[Collected data entries]
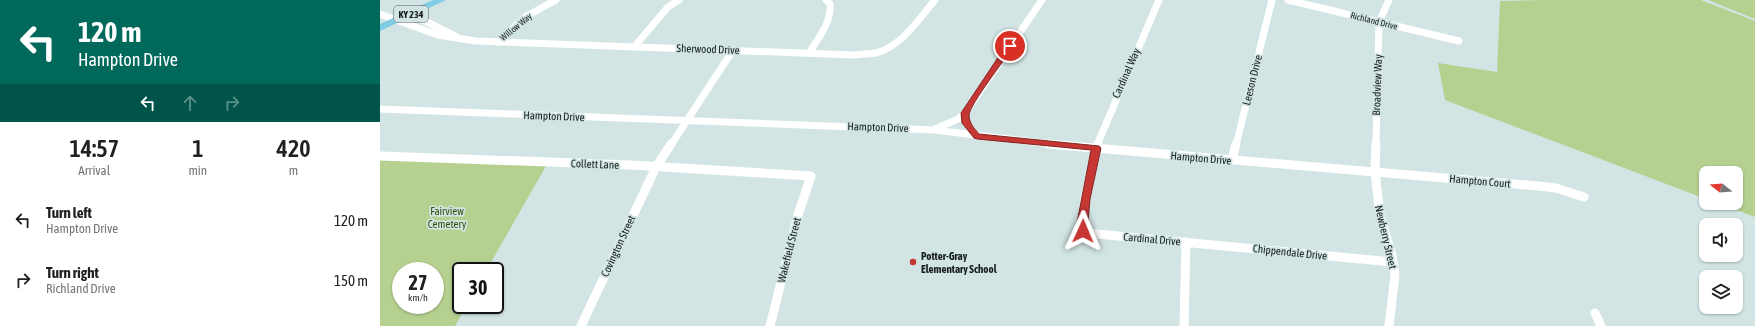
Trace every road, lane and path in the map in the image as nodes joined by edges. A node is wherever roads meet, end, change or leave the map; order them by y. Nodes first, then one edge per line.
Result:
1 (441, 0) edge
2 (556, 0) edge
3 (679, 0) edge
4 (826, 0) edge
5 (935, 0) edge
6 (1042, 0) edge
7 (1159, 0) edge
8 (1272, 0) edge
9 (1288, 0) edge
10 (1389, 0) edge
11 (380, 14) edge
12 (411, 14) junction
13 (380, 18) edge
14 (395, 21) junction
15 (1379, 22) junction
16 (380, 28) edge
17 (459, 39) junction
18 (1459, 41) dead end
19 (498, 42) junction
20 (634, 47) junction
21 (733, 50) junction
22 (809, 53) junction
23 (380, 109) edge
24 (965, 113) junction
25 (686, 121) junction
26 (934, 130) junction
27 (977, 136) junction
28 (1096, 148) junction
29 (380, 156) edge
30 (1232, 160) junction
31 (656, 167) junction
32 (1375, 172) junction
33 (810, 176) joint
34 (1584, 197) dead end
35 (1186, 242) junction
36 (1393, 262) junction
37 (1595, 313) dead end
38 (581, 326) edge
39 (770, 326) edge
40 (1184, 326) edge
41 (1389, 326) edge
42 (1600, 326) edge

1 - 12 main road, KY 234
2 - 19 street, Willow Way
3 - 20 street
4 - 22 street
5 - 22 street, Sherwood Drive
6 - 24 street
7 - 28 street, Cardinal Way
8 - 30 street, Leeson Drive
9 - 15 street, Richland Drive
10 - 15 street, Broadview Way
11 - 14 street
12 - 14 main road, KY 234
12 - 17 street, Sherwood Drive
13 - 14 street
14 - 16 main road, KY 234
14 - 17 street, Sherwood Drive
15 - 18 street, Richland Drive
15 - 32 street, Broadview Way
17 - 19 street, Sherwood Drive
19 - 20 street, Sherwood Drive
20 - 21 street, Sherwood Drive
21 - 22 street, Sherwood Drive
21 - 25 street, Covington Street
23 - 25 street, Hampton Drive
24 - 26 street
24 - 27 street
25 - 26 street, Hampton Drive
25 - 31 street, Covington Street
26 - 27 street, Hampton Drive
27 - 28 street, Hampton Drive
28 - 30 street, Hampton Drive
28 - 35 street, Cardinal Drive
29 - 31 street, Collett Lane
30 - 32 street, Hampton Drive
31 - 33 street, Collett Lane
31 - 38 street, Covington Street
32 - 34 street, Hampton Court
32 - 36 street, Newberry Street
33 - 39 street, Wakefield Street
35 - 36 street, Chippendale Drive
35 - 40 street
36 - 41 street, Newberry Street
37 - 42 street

* * *

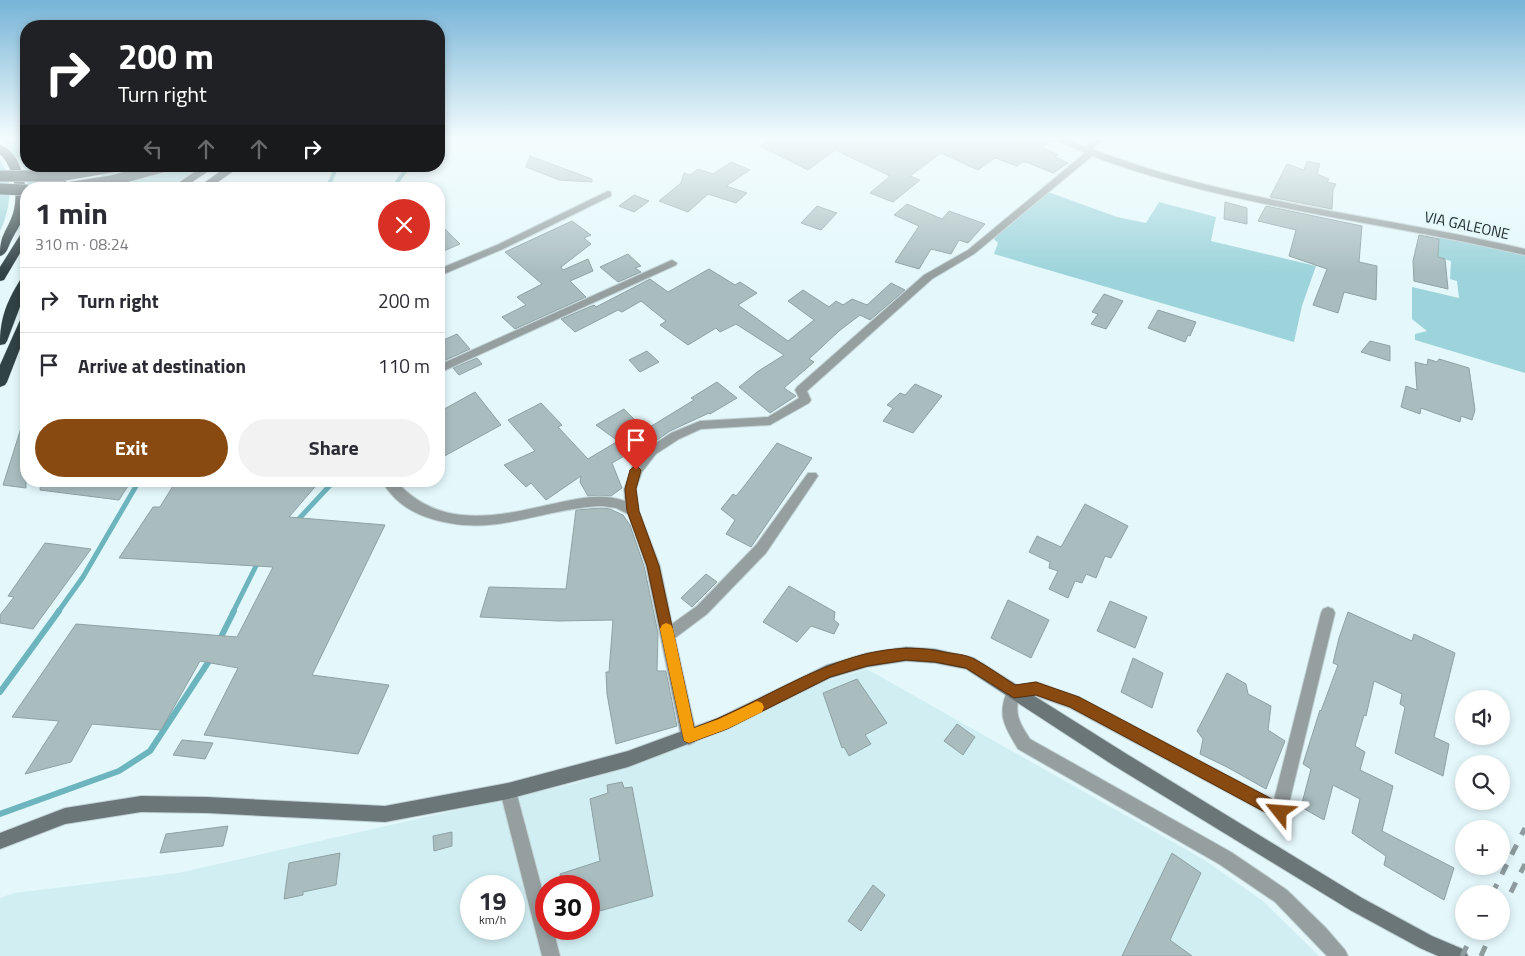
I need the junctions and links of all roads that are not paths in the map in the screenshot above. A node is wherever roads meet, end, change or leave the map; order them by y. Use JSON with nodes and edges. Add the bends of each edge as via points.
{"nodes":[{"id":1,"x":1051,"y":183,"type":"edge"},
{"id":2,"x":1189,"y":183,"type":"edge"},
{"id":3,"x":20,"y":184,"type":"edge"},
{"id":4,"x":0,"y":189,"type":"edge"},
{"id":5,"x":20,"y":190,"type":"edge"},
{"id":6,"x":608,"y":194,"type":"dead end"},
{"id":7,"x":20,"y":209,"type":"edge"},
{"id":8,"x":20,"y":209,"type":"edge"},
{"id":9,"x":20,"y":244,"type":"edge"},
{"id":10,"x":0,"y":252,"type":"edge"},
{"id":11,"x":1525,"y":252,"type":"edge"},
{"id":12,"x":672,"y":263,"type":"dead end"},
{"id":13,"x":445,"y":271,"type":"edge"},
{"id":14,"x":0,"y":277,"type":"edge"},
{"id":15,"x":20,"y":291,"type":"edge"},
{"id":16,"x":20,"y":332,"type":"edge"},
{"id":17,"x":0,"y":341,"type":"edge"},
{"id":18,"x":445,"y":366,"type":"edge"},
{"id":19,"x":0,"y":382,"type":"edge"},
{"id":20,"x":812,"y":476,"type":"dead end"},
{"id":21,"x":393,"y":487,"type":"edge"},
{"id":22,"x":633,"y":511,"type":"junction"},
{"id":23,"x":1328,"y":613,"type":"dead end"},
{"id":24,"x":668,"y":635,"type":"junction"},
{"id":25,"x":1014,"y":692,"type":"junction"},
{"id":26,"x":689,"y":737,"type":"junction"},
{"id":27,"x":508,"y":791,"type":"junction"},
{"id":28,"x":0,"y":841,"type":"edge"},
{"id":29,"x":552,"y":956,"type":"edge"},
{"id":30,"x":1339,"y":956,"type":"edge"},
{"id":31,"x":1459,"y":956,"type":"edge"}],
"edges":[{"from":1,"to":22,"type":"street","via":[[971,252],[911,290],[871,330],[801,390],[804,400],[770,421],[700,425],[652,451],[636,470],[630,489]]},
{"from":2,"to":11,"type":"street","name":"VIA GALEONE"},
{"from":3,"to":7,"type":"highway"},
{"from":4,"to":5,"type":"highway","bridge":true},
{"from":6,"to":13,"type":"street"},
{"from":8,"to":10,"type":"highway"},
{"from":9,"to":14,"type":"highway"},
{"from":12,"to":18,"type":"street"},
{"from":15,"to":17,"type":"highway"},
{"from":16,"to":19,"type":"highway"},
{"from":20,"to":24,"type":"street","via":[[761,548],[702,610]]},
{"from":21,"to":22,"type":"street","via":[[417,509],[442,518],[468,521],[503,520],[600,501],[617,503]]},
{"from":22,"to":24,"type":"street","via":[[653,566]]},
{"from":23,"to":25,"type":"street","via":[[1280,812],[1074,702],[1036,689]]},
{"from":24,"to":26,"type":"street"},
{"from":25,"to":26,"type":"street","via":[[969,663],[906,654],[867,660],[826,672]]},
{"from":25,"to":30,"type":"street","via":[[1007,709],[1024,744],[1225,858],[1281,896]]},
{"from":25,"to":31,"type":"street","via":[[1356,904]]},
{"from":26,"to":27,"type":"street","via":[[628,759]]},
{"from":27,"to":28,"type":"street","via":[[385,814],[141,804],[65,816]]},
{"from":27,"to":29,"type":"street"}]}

■ What to work on
Where a line of the entries contains the word "Newberry", copy that line.

■ Response for this exercise
32 - 36 street, Newberry Street
36 - 41 street, Newberry Street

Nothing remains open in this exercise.